The latter term is not used unadvisedly; for a finer woman, of a certain age, could not have been found in the metropolis. Nothing of her former wild and sybil-looking air remained—the eye had lost its keen and searching glance—the voice was softened—the very manner seemed altered with the dress; and when she laid aside her bonnet, Mr. Hartley and I freely admitted that the face disclosed to us had once been positively beautiful. When the door was shut, she turned her dark intelligent eyes on mine, and regarded me in silence for a minute.
“Yes!” she said; “how striking is the likeness between the son and sire! and what painful recollections does that singular resemblance bring back! ay, though twenty long years of exile have passed away! But no more of this. Mr. O’Halloran, you see before you one who can hardly say whether she should love or hate the name. Time chills the deadliest enmities; and even jealousy and blighted hopes will own its soothing influence; and I, who should look upon you as an enemy, felt in your recent hour of trial all the agonizing uncertainty a mother only knows, when the child of her first affections is exposed to peril. With my early story, and wayward fate, it would be idle to detain you. None have passed through greater vicissitudes of fortune; none have sinned or suffered more than Mary Halligan!”
I started. “That name’s familiar!—Were you the peasant girl—”
“Through whose mistake Knockloftie, and all within its walls, were saved from violence and murder; I am that person. Ay, fallen, as I may now appear, I was innocent, admired, wooed, won, and deserted! Pshaw!—‘tis but a common tale in woman’s history! No matter—‘tis past—it seems a dream; but, O God, it is a fearful one! I have not, however, come here to speak about myself. I come to tender my poor services to the child—for, from the bottom of the heart of her he wronged, the father is forgiven! Wild as my career has been, used as I have been to startling occurrences, still, the events of the last few days appear to me rather the coinage of a distempered brain than actual realities. Never did Heaven’s anger fall so suddenly and severely on the guilty; and never was the innocent so miraculously preserved. Strange, that the same day on which a life commenced, should have been twice chosen to end it by secret violence!—and stranger yet, that the same hand, which in infancy designed to crush you in the cradle, in the very hour of manhood, but for Heaven’s mercy, would have consigned you to a bloody grave!”

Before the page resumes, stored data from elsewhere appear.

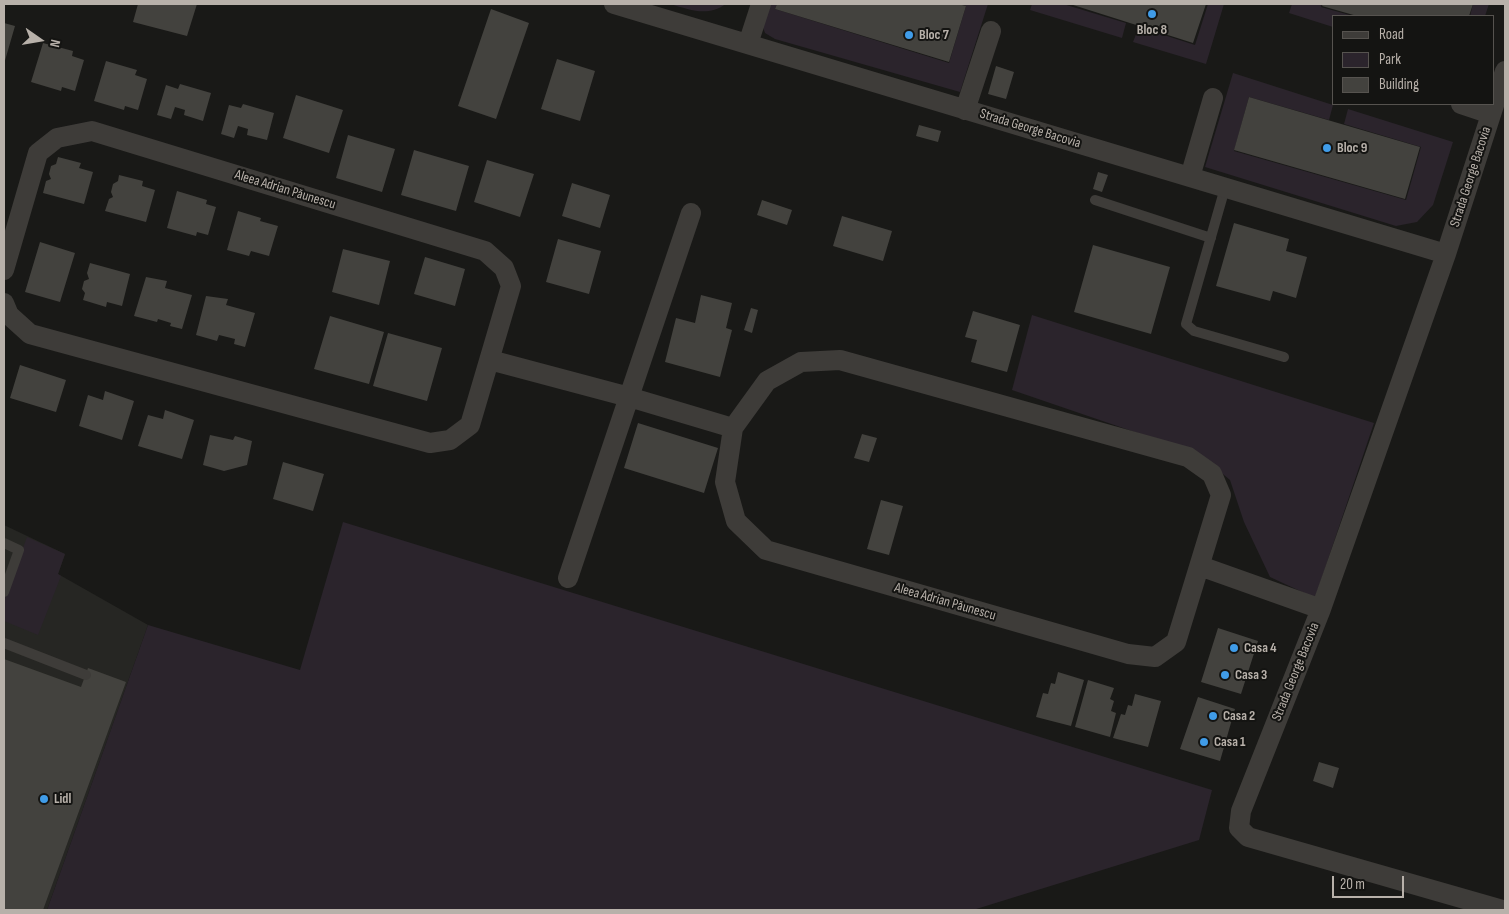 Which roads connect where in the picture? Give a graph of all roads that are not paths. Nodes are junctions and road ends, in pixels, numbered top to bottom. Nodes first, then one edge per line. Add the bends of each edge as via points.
1 (614, 4) edge
2 (762, 4) edge
3 (991, 31) dead end
4 (748, 44) junction
5 (1505, 71) edge
6 (1214, 98) dead end
7 (1464, 105) edge
8 (1494, 105) edge
9 (1494, 105) edge
10 (965, 110) junction
11 (1491, 114) junction
12 (1190, 177) junction
13 (1225, 188) junction
14 (1095, 200) dead end
15 (691, 212) dead end
16 (11, 219) edge
17 (1211, 238) junction
18 (1446, 254) junction
19 (4, 270) edge
20 (4, 303) edge
21 (1284, 357) dead end
22 (490, 360) junction
23 (629, 396) junction
24 (733, 428) junction
25 (4, 543) edge
26 (1200, 566) junction
27 (568, 578) dead end
28 (4, 592) edge
29 (1321, 608) junction
30 (4, 643) edge
31 (86, 674) dead end
32 (1503, 910) edge

1 - 4 street, Strada George Bacovia
2 - 4 street
3 - 10 street
4 - 10 street, Strada George Bacovia
5 - 9 street, Strada George Bacovia
6 - 12 street
7 - 11 street
8 - 11 street, Strada George Bacovia
10 - 12 street, Strada George Bacovia
11 - 18 street, Strada George Bacovia
12 - 13 street, Strada George Bacovia
13 - 17 lane
13 - 18 street, Strada George Bacovia
14 - 17 lane
15 - 23 street
16 - 19 street, Aleea Adrian Păunescu
16 - 22 street, Aleea Adrian Păunescu via 38,154 57,138 92,131 485,251 504,268 511,286
17 - 21 lane via 1186,324 1194,331
18 - 29 street, Strada George Bacovia
20 - 22 street, Aleea Adrian Păunescu via 9,315 30,334 430,443 450,440 470,425
22 - 23 street
23 - 24 street
23 - 27 street
24 - 26 street, Aleea Adrian Păunescu via 767,381 801,362 840,360 1188,457 1212,474 1221,495
24 - 26 street, Aleea Adrian Păunescu via 724,482 736,521 766,550 1128,654 1155,656 1176,642
25 - 28 lane via 19,550
26 - 29 street
29 - 32 street, Strada George Bacovia via 1241,811 1239,828 1248,837
30 - 31 lane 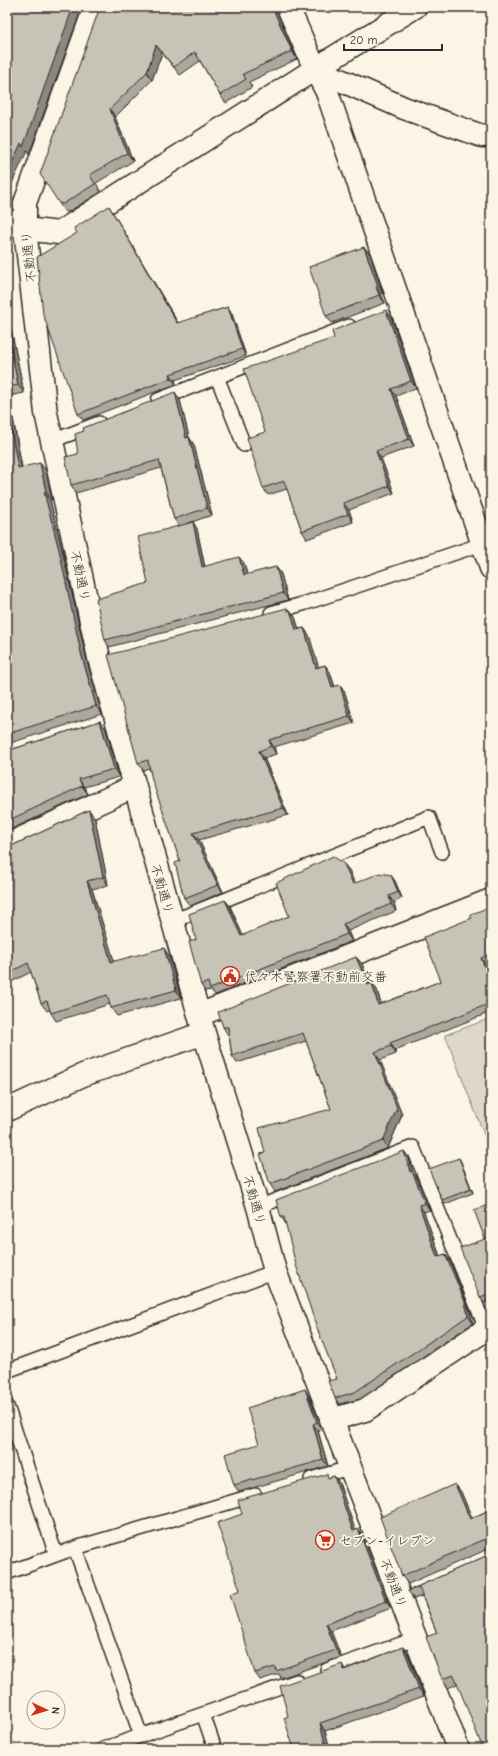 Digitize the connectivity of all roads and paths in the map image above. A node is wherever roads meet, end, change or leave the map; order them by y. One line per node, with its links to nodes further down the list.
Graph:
1 (95, 7): 6 (street, 不動通り)
2 (288, 7): 4 (street)
3 (415, 7): 4 (street)
4 (315, 69): 5 (street); 6 (street); 13 (street)
5 (491, 135)
6 (16, 224): 11 (street, 不動通り)
7 (364, 320): 8 (lane)
8 (217, 377): 9 (lane); 12 (lane)
9 (145, 405)
10 (109, 419): 11 (lane)
11 (52, 441): 16 (street, 不動通り)
12 (244, 444)
13 (487, 542): 14 (street); 15 (lane)
14 (491, 568)
15 (260, 616)
16 (134, 786): 17 (street); 20 (street, 不動通り)
17 (7, 845)
18 (442, 852): 20 (lane)
19 (491, 900): 21 (street)
20 (172, 921): 21 (street, 不動通り)
21 (202, 1024): 22 (street); 23 (street, 不動通り)
22 (7, 1110)
23 (258, 1207): 24 (street, 不動通り); 25 (lane)
24 (275, 1272): 26 (lane); 28 (street, 不動通り)
25 (489, 1328): 28 (street)
26 (7, 1371)
27 (7, 1406): 33 (lane)
28 (331, 1420): 29 (street, 不動通り)
29 (349, 1468): 30 (lane); 35 (street, 不動通り)
30 (296, 1484)
31 (265, 1492): 32 (lane)
32 (75, 1548): 33 (lane); 37 (lane)
33 (56, 1555): 34 (lane)
34 (7, 1573)
35 (415, 1639): 36 (lane); 40 (street, 不動通り)
36 (203, 1714): 37 (lane); 39 (lane)
37 (141, 1736): 38 (lane)
38 (103, 1749)
39 (215, 1749)
40 (458, 1749)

“Who was the intended murderer?” we both eagerly demanded.
“He was one whose name is perfectly familiar to you. Did you ever hear the colonel speak of a person named Hacket?”
“A hundred times. He was the villain that would have betrayed the old castle and its inmates to a band of murderers. They assailed it on the first anniversary of my birth-night, and were bloodily repulsed. I often have heard my father execrate that scoundrel’s treachery. Another perished by his hand—”
“Stop! name him not. There were in the world two beings whom I regarded with divided love. One perished. Would that it had been by any other hand. I have forgotten—no, that were impossible—but I strive to banish from memory all that occurred upon that fatal night.”